→ Brief: Given the records below, the lines starting at the line with "pinky tip: (1053, 919)" and ending at the line with "index tip: (284, 161)" should be output exactly, both end lines kept and pictures left out.

→ Collected data:
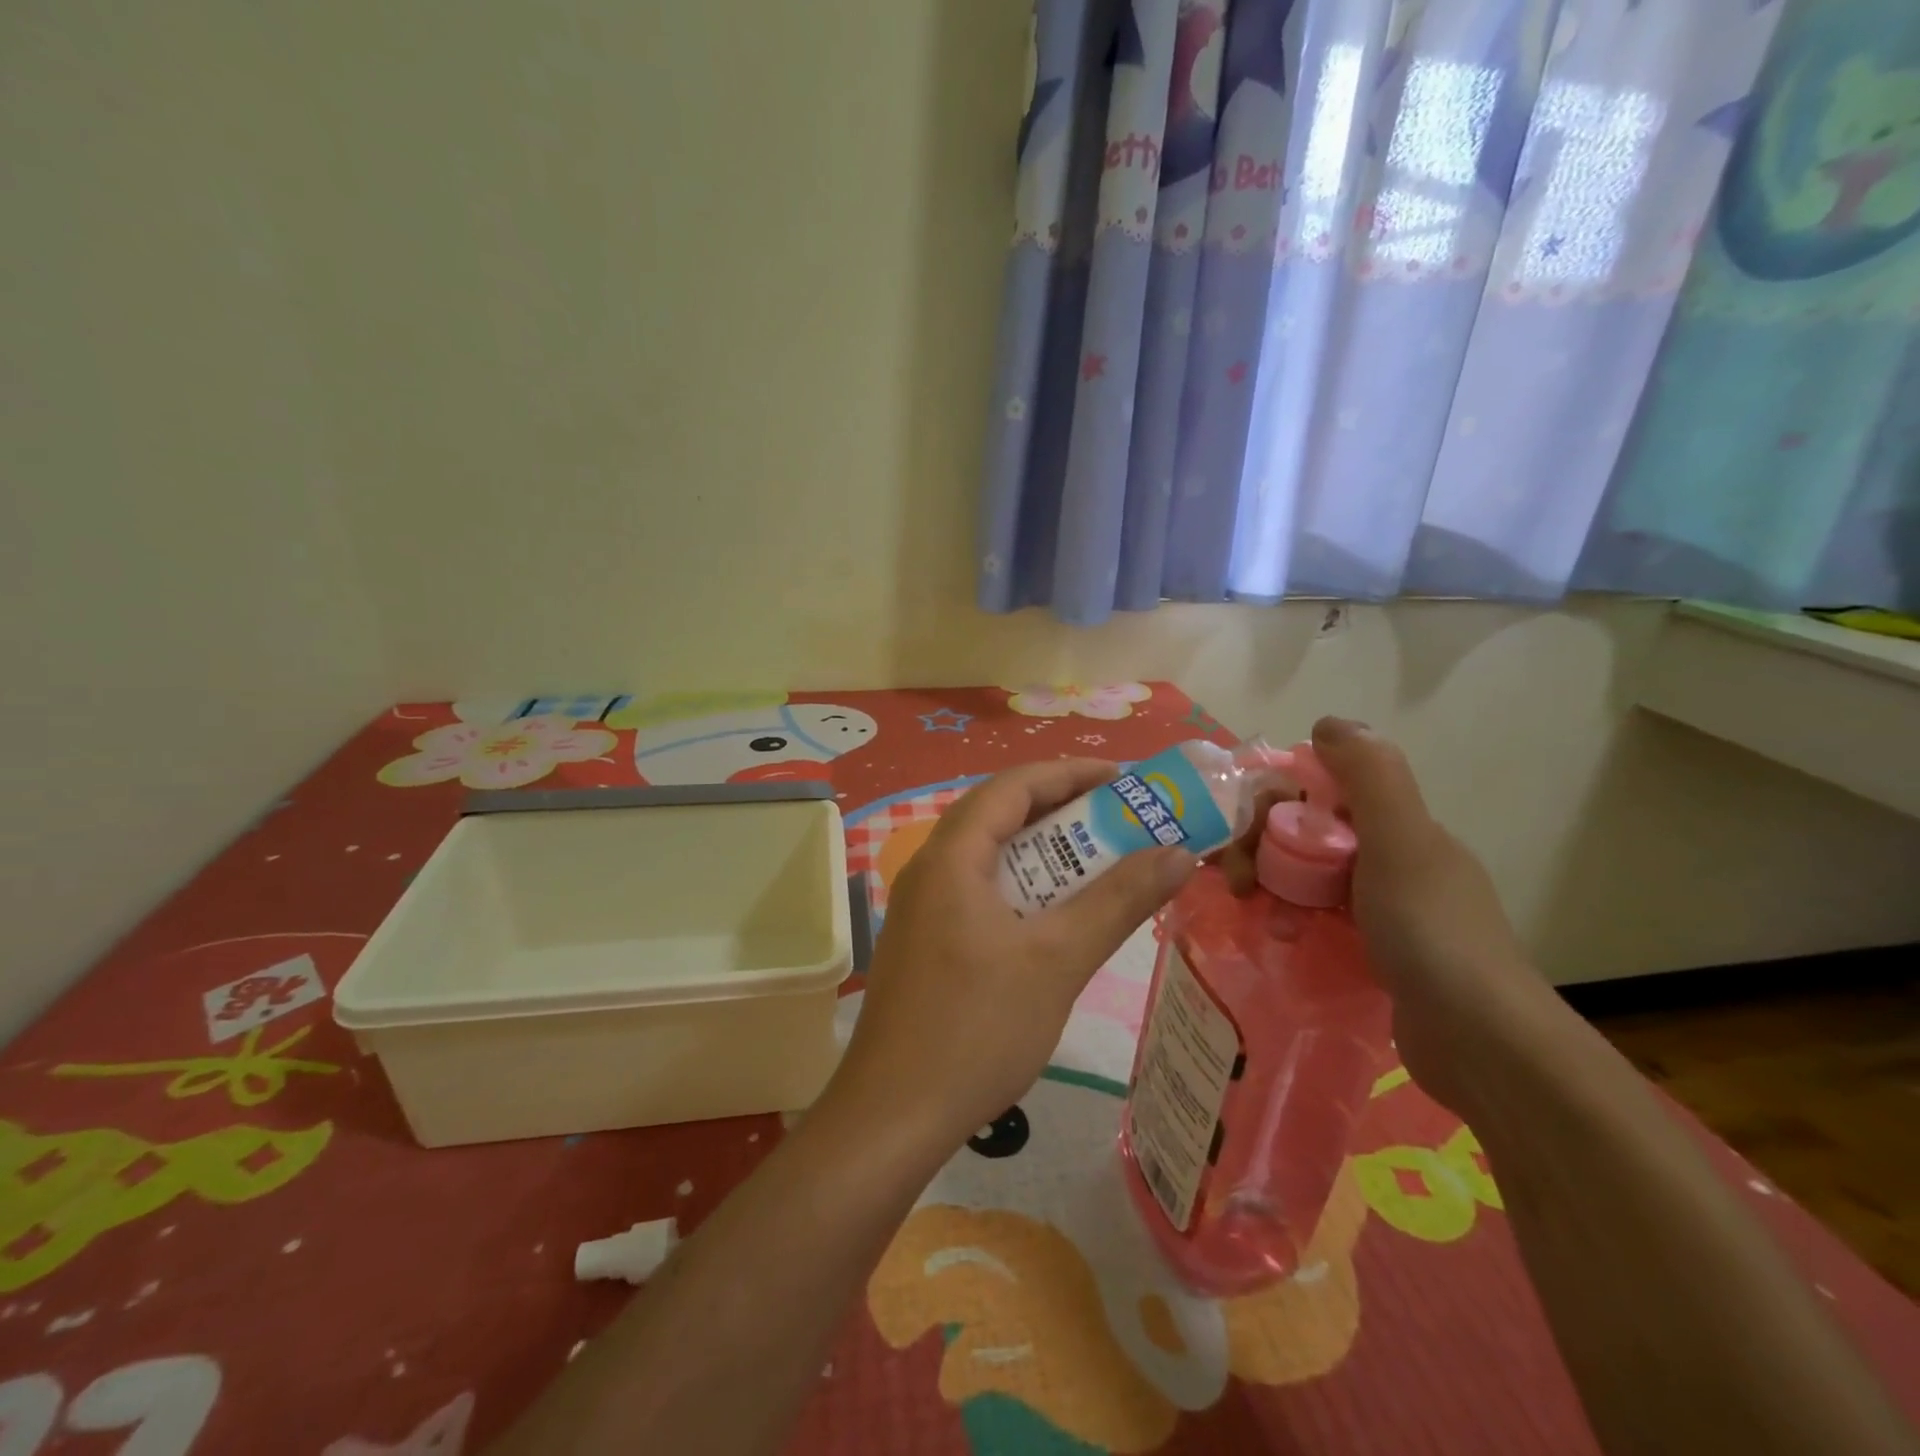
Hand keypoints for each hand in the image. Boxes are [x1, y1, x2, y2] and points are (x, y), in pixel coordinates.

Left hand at [827, 759, 1197, 1154]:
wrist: (893, 1115)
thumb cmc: (977, 1028)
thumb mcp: (1058, 960)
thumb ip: (1118, 901)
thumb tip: (1177, 855)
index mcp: (951, 857)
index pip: (1012, 786)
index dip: (1070, 773)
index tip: (1124, 780)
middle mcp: (929, 869)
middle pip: (999, 815)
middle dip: (1062, 811)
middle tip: (1120, 821)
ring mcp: (921, 907)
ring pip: (989, 857)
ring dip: (1043, 853)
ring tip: (1098, 864)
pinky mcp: (924, 941)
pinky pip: (979, 891)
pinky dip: (1022, 888)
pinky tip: (1053, 919)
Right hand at [1222, 717, 1549, 1114]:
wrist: (1481, 1042)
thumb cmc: (1431, 931)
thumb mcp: (1400, 841)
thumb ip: (1369, 775)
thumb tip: (1328, 722)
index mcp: (1398, 827)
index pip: (1320, 790)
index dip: (1275, 801)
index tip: (1245, 831)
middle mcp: (1391, 859)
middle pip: (1306, 833)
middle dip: (1262, 847)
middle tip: (1237, 881)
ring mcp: (1384, 908)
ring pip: (1307, 877)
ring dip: (1271, 886)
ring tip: (1254, 914)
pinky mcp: (1374, 952)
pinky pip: (1317, 918)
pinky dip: (1291, 920)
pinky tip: (1278, 938)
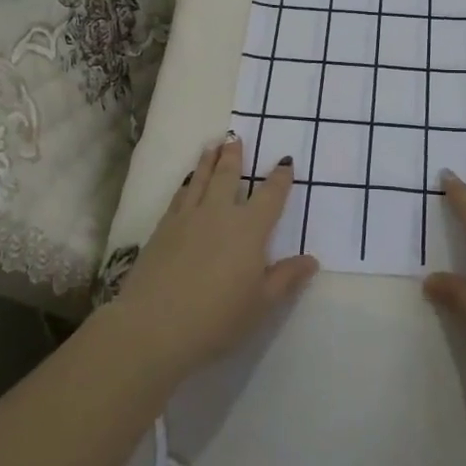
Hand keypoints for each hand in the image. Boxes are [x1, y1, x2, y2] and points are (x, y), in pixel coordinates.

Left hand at [105, 134, 318, 380]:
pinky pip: (179, 196)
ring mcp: (187, 218)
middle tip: (235, 137)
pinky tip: (187, 182)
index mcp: (249, 228)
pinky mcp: (162, 229)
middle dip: (234, 156)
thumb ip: (286, 278)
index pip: (270, 196)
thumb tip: (311, 260)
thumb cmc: (216, 318)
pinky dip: (187, 183)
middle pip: (228, 176)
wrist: (153, 327)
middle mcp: (219, 213)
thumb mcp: (261, 304)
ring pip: (200, 179)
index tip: (284, 161)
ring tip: (212, 146)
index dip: (280, 178)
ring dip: (208, 161)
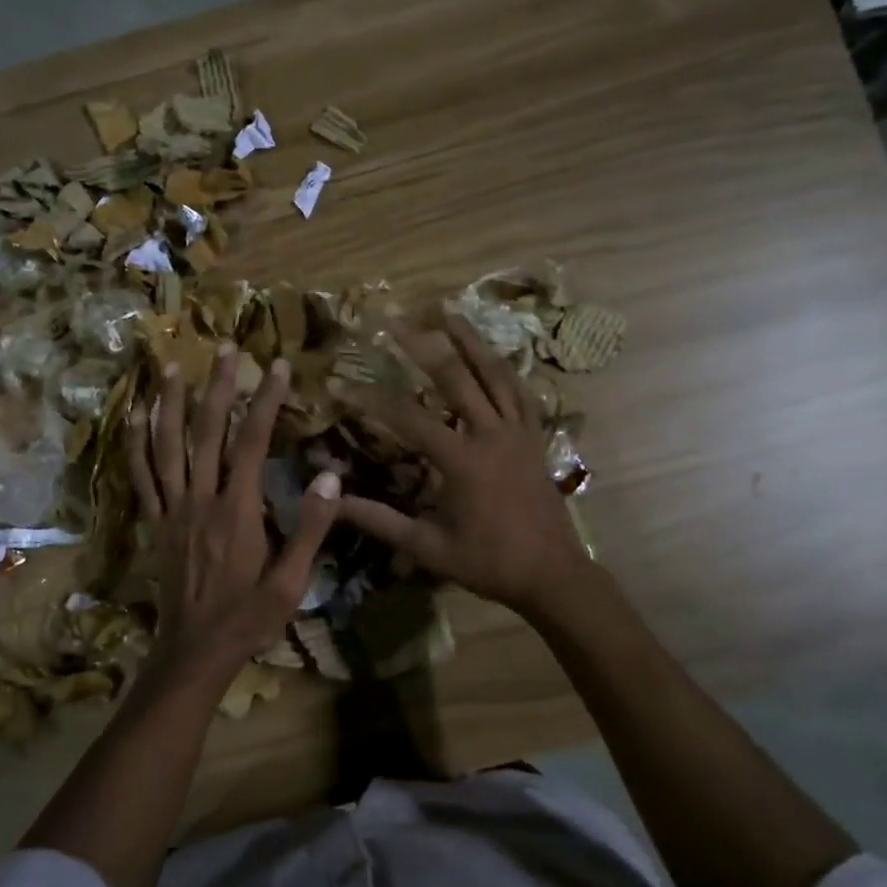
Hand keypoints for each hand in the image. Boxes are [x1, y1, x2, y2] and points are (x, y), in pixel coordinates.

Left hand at [128, 344, 340, 684]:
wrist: (194, 652)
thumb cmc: (248, 619)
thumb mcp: (291, 582)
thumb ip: (311, 528)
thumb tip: (331, 475)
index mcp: (237, 510)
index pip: (252, 442)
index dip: (265, 400)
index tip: (277, 365)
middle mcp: (201, 500)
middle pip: (207, 431)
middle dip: (218, 385)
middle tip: (226, 346)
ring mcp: (172, 509)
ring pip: (166, 446)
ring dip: (169, 403)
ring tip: (172, 365)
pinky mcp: (155, 523)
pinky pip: (141, 476)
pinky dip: (136, 443)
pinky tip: (135, 416)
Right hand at [337, 316, 590, 616]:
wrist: (552, 574)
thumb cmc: (488, 563)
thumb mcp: (428, 547)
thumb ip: (380, 521)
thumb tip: (334, 503)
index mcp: (462, 461)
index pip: (407, 418)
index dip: (370, 398)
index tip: (339, 382)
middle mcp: (491, 435)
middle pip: (454, 377)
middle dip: (422, 345)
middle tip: (396, 318)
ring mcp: (518, 432)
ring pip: (494, 374)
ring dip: (470, 341)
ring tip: (448, 312)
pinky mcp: (536, 438)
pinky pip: (520, 393)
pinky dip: (504, 370)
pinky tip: (492, 356)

→ Answer to the exercise:
pinky tip: (1053, 919)
Right hand at [1222, 717, 1549, 1114]:
wrist: (1481, 1042)
thumb cmc: (1431, 931)
thumb mcp: (1400, 841)
thumb ip: (1369, 775)
thumb tip: (1328, 722)
index mcp: (1398, 827)
index pip: (1320, 790)
index dip: (1275, 801)
index tip: (1245, 831)
middle mcp: (1391, 859)
middle pip: (1306, 833)
middle dip: (1262, 847)
middle tip: (1237, 881)
ring mcp: (1384, 908)
ring pip: (1307, 877)
ring dip: (1271, 886)
ring tip: (1254, 914)
pinky mcp: (1374, 952)
pinky pip: (1317, 918)
pinky dip: (1291, 920)
pinky tip: (1278, 938)
Hand keypoints for each hand in the image. Boxes are [x1, y1, x2, y2] and points are (x, y), in pixel coordinates.

Left hand at [105, 134, 318, 380]:
pinky pip: (179, 196)
ring mcp: (187, 218)
middle tip: (235, 137)
pinky tip: (187, 182)
index mcp: (249, 228)
pinky mcp: (162, 229)
middle dip: (234, 156)
thumb ip: (286, 278)
index pip: (270, 196)
thumb tip: (311, 260)
thumb cmc: (216, 318)
pinky dip: (187, 183)
middle pip: (228, 176)
wrist: (153, 327)
middle mcp: (219, 213)
thumb mcp: (261, 304)
ring pip: (200, 179)
index tip: (284, 161)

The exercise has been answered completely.